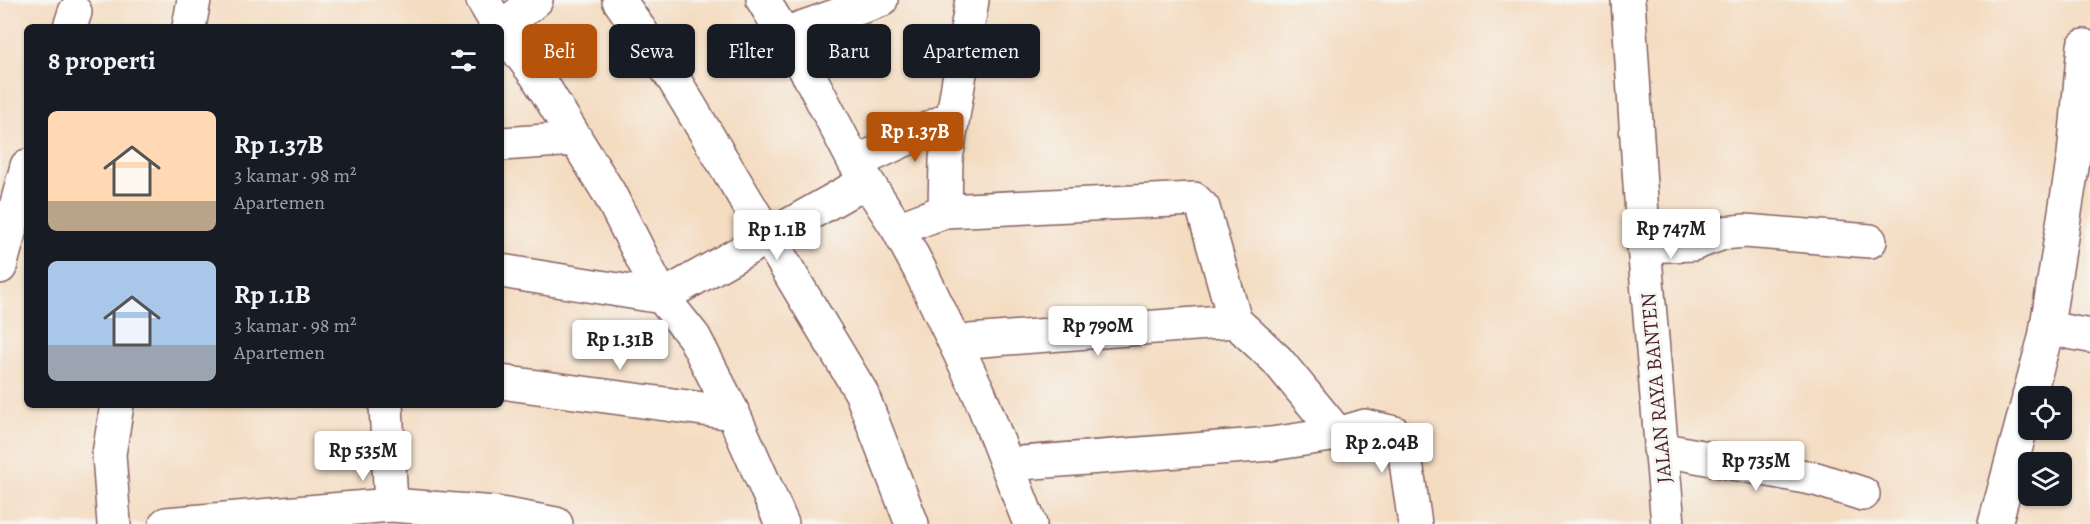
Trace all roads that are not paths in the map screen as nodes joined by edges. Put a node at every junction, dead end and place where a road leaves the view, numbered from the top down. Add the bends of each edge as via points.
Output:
1 (194, 0) edge
2 (483, 0) edge
3 (536, 0) edge
4 (619, 0) edge
5 (763, 0) edge
6 (881, 0) edge
7 (972, 0) edge
8 (1628, 0) edge
9 (190, 24) edge
10 (498, 24) edge
11 (778, 24) edge
12 (504, 25) edge
13 (795, 30) edge
14 (504, 33) edge
15 (2084, 46) dead end
16 (795, 52) edge
17 (953, 117) junction
18 (576, 138) junction
19 (504, 144) edge
20 (861, 172) junction
21 (24, 177) edge
22 (945, 211) junction
23 (898, 229) junction
24 (770, 236) junction
25 (1870, 241) dead end
26 (1644, 246) junction
27 (0, 267) edge
28 (504, 271) edge
29 (662, 297) junction
30 (1235, 321) junction
31 (2047, 328) junction
32 (2090, 336) edge
33 (956, 342) junction
34 (504, 382) edge
35 (2032, 386) edge
36 (117, 408) edge
37 (386, 408) edge
38 (733, 413) junction
39 (1338, 434) junction
40 (2018, 439) edge
41 (1660, 449) junction
42 (1008, 464) junction
43 (1863, 494) dead end
44 (391, 505) junction
45 (494, 518) edge
46 (114, 524) edge
47 (175, 524) edge
48 (556, 524) edge
49 (782, 524) edge
50 (912, 524) edge
51 (1030, 524) edge
52 (1415, 524) edge
53 (1668, 524) edge
54 (1995, 524) edge

1 - 9 street
2 - 10 street
3 - 12 street
4 - 24 street via 673,78
5 - 11 street
6 - 13 street
7 - 17 street
8 - 26 street, JALAN RAYA BANTEN
14 - 18 street
15 - 31 street via 2074,155
16 - 20 street
17 - 20 street
17 - 22 street via 946,159
18 - 19 street
18 - 29 street
20 - 23 street
20 - 24 street
21 - 27 street
22 - 23 street
22 - 30 street via 1194,199 1203,208
23 - 33 street
24 - 29 street
24 - 50 street via 861,392
25 - 26 street via 1745,231 1724,233 1692,244
26 - 41 street, JALAN RAYA BANTEN
28 - 29 street
29 - 38 street via 694,337
30 - 33 street
30 - 39 street via 1277,360
31 - 32 street
31 - 35 street
33 - 42 street
34 - 38 street
36 - 46 street via 109,454
37 - 44 street
38 - 49 street
39 - 42 street via 1271,444
39 - 52 street via 1365,426 1395,433 1404,448
40 - 54 street
41 - 43 street via 1805,477
41 - 53 street, JALAN RAYA BANTEN
42 - 51 street
44 - 45 street
44 - 47 street
45 - 48 street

Task statement: Copy out each line from the listing that contains the string "JALAN".

Task response:
8 - 26 street, JALAN RAYA BANTEN
26 - 41 street, JALAN RAYA BANTEN
41 - 53 street, JALAN RAYA BANTEN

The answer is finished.